A low-dose CT lung screening program can be put into place pretty quickly in a community hospital setting, according to an article published online in the Journal of the American College of Radiology.
Physicians from Elkhart (Ind.) General Hospital, led by Samir Patel, reported in JACR that they were able to implement all the important components of a screening program--such as defining eligibility criteria, performing a low-dose CT protocol, using standardized structured reporting and developing a group of experts for consulting and management.
The incentive to implement a program at Elkhart was heightened due to a high smoking rate in Elkhart Country. According to the authors, the county's smoking rate of 23.4 percent is among the states highest and well above the average of 17 percent. In addition, about 50 percent of lung cancer cases diagnosed in the area over the last decade were stage IV cancers.
Individuals who were potential candidates for screening were asked to evaluate whether they were at high risk for developing lung cancer based on factors such as their smoking history, age, and current and former smoking status. If a CT request was made, patients were informed about costs and hospital staff worked to find the most effective price for patients whose screening exams weren't covered by insurance.
Patients were screened with a low-dose CT protocol, and were then contacted in order to discuss exam results and appropriate follow up, including smoking cessation counseling.

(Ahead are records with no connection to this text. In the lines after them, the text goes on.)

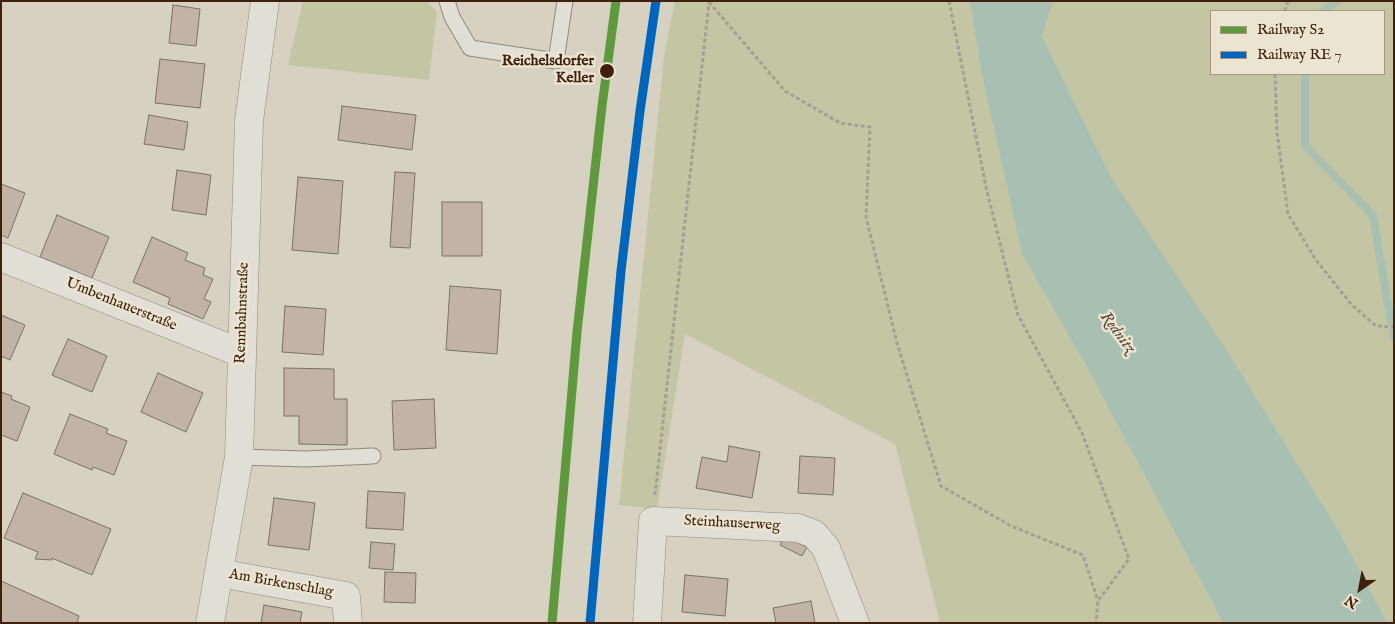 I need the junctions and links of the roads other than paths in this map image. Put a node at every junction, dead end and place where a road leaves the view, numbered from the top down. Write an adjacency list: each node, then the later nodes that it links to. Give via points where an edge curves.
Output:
1 (265, 1): 5 (street, Rennbahnstraße, via 249,121)
2 (447, 1): 3 (lane, via 452,17 470,48 556,61)
3 (564, 1)
4 (1, 257): 5 (street, Umbenhauerstraße)
5 (241, 353): 7 (street, Rennbahnstraße)
6 (374, 456): 7 (lane)
7 (239, 457): 8 (street, Rennbahnstraße)
8 (219, 573): 9 (street, Rennbahnstraße); 10 (street, Am Birkenschlag, via 346,596)
9 (210, 623)
10 (348, 623)
11 (647, 623): 12 (street, Steinhauserweg, via 653,521 798,528 814,534 826,548)
12 (855, 623) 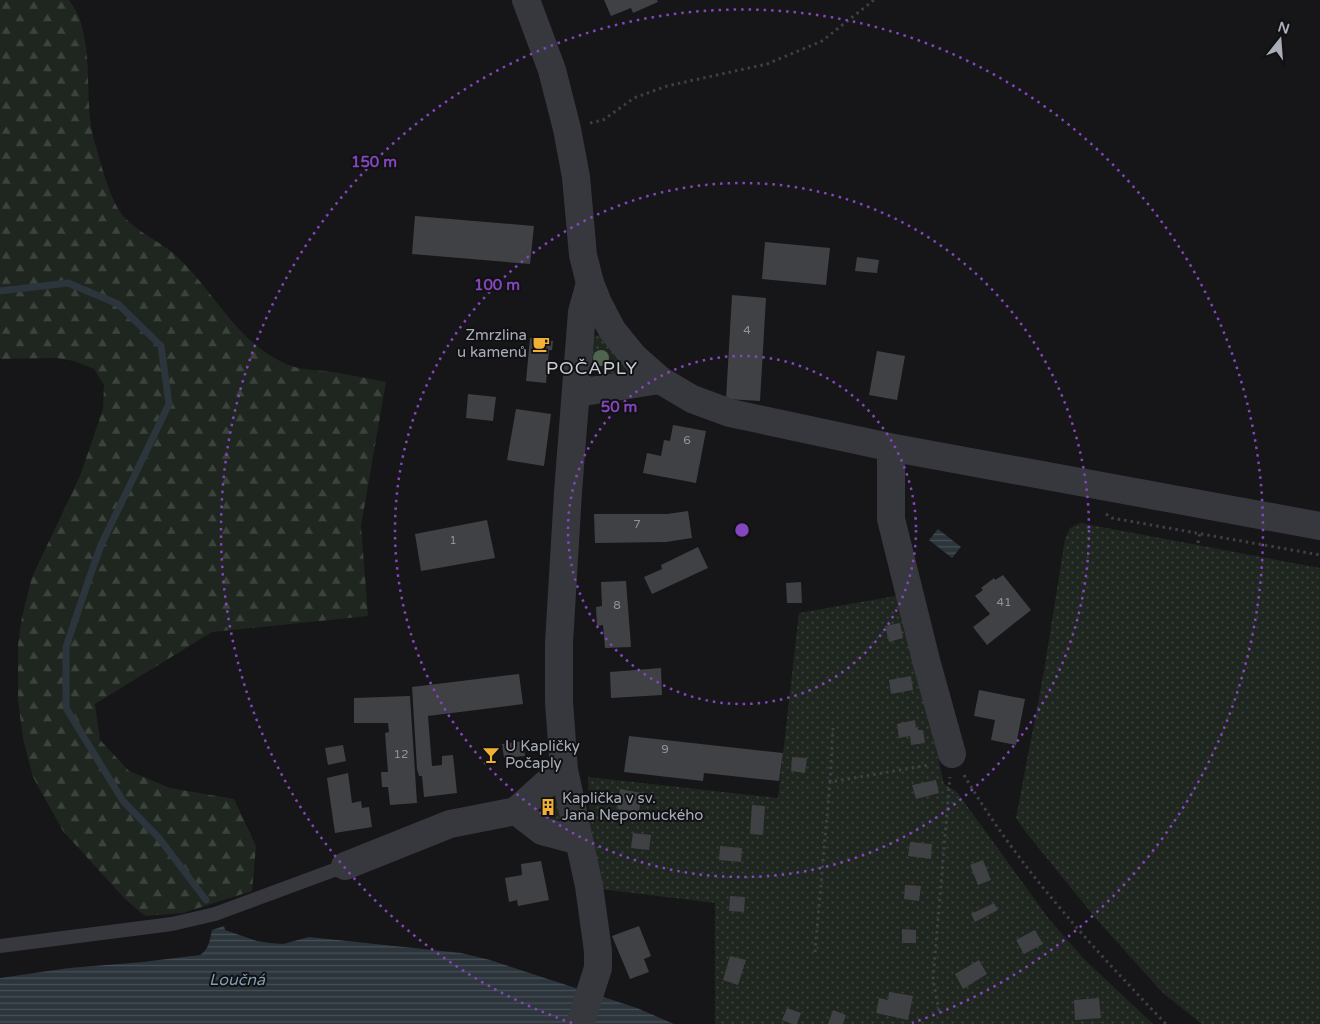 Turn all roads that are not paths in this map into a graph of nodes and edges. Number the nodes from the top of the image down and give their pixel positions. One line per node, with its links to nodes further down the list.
1 (526, 0): 2 (street)
2 (590, 283): 3 (street); 4 (street)
3 (660, 380): 4 (street); 5 (street)
4 (577, 393): 8 (street)
5 (889, 447): 6 (street); 7 (street)
6 (1320, 526)
7 (952, 754)
8 (564, 770): 9 (street); 10 (street)
9 (516, 811): 10 (street); 11 (street)
10 (579, 841): 13 (street)
11 (345, 866): 12 (lane)
12 (0, 946)
13 (580, 1024)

In the first 13 months of the program, 150 patients were screened, with 100 recommended to undergo 12-month follow-ups, 28 to undergo six-month follow-ups, 11 to undergo three-month follow-ups, and two to undergo biopsy.
The authors wrote that they hoped their experience could help other hospitals facilitate the development of low-dose CT lung screening programs.
The ability of community hospitals to implement CT lung screening programs has become more timely with the recent decision by the United States Preventive Services Task Force to give CT lung cancer screening a positive recommendation. Consequently, the Centers for Medicare & Medicaid Services on February 10 opened up a 30-day comment period regarding whether Medicare should cover CT lung screening.